*Work instruction*:
A single stretch of the material below is to be transcribed exactly, starting at the line with "thumb tip: (454, 294)" and ending after the line with "ring pip: (504, 288)".

*Supplied material*:
^^^^
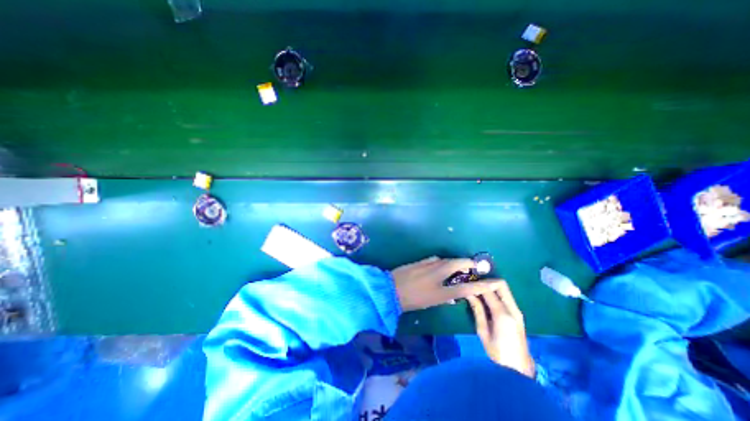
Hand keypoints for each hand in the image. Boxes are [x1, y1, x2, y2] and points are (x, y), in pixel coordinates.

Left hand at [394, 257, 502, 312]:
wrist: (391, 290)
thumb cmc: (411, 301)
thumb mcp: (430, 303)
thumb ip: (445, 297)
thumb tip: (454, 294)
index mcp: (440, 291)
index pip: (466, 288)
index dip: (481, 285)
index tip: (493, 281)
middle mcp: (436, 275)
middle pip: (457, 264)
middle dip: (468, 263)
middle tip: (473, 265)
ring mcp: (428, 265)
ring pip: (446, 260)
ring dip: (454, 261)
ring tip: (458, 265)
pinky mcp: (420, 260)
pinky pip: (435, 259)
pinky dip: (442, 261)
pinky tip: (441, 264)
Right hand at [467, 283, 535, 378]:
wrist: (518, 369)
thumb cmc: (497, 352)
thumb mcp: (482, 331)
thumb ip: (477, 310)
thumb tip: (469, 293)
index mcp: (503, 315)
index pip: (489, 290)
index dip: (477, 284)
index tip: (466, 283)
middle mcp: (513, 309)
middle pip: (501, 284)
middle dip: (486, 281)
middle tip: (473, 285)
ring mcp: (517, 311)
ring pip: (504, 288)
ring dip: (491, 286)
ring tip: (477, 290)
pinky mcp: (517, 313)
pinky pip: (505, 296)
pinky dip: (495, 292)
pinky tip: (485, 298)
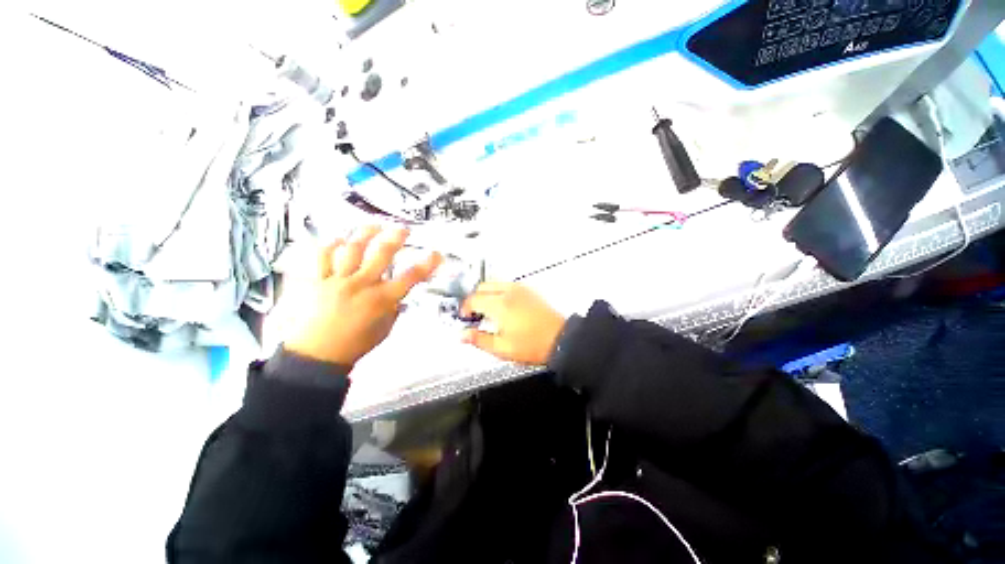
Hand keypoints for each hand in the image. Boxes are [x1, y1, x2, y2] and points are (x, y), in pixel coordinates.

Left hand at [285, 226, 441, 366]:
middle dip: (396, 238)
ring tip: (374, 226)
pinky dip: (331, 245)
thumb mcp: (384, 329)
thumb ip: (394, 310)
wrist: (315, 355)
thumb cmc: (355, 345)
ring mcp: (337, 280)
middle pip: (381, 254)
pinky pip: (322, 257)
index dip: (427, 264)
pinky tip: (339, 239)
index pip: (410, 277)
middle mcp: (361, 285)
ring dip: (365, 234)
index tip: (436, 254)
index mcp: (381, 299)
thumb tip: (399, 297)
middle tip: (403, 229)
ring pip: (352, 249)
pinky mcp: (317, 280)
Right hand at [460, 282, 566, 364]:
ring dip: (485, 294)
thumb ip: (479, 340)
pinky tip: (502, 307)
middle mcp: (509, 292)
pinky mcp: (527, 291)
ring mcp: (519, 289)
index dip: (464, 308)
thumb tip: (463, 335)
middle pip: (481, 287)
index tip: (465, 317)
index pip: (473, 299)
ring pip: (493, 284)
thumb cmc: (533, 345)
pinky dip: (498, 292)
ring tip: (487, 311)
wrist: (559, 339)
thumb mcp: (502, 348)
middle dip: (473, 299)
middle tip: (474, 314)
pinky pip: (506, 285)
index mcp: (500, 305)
^^^^
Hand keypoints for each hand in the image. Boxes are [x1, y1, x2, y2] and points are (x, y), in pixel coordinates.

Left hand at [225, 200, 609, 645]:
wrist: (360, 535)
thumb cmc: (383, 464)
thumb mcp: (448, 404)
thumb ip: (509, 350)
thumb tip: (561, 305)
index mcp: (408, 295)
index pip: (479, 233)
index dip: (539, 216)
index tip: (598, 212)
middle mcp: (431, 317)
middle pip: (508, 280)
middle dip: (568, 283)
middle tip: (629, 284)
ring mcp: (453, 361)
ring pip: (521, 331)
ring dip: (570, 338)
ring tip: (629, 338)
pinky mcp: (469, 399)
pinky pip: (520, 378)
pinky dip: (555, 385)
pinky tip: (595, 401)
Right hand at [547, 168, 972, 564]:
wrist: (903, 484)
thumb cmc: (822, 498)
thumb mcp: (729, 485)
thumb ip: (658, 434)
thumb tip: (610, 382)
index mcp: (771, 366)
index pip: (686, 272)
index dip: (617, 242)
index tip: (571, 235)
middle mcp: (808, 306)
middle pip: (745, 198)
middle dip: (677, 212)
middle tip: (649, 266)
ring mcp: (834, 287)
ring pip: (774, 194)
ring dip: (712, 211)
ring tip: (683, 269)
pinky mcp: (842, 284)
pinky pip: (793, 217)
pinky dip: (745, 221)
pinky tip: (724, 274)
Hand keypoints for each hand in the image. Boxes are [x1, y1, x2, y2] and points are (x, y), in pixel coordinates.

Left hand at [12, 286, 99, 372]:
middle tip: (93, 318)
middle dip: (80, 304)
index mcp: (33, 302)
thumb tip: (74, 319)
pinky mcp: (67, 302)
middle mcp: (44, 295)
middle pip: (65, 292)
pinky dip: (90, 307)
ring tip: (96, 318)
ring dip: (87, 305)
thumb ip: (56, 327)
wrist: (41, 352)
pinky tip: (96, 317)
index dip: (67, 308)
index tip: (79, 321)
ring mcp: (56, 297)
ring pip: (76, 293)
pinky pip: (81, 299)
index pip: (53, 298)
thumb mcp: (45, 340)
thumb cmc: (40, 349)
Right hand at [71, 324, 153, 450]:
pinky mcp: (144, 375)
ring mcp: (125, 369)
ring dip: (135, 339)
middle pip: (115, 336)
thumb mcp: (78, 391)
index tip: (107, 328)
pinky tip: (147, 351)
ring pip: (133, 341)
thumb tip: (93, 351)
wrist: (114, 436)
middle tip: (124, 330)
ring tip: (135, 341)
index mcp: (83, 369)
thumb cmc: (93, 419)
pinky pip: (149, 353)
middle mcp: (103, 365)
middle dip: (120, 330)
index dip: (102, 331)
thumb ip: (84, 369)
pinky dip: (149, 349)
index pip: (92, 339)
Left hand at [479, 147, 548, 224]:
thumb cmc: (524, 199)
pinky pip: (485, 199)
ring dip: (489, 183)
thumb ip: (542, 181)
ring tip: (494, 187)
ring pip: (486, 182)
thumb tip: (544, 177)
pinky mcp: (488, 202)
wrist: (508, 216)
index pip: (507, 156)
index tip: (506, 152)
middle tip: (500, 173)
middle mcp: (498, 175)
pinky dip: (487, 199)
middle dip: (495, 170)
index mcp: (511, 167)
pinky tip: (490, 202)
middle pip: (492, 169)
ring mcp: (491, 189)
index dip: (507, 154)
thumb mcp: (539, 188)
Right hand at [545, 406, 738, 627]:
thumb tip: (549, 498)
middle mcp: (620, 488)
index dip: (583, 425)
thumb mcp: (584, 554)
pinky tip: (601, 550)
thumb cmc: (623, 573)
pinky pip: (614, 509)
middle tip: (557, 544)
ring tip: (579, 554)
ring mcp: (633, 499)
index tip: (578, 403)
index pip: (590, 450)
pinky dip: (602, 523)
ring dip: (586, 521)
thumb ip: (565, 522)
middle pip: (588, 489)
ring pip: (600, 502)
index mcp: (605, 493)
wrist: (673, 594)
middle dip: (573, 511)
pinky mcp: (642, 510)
^^^^
*Solved exercise*:
thumb tip: (454, 294)
index mcp: (440, 291)
index pip: (466, 288)
index dip: (481, 285)
index tip: (493, 281)
middle mcp: (436, 275)
middle pip: (457, 264)
middle dip: (468, 263)
middle tip: (473, 265)
ring mcp: (428, 265)
ring pip: (446, 260)
ring dip: (454, 261)
ring tip: (458, 265)
pinky mcp: (420, 260)
pinky pip: (435, 259)
pinky dip: (442, 261)
pinky tip: (441, 264)
Right hand at [467, 283, 535, 378]:
wrist: (518, 369)
thumb cmc: (497, 352)
thumb mcp: (482, 331)
thumb ip: (477, 310)
thumb tip: (469, 293)
index mcp: (503, 315)
index pip: (489, 290)
index dip: (477, 284)
index tip: (466, 283)
middle mcp: (513, 309)
middle pip: (501, 284)
middle dip: (486, 281)
middle tip: (473, 285)
ring mcp: (517, 311)
ring pip: (504, 288)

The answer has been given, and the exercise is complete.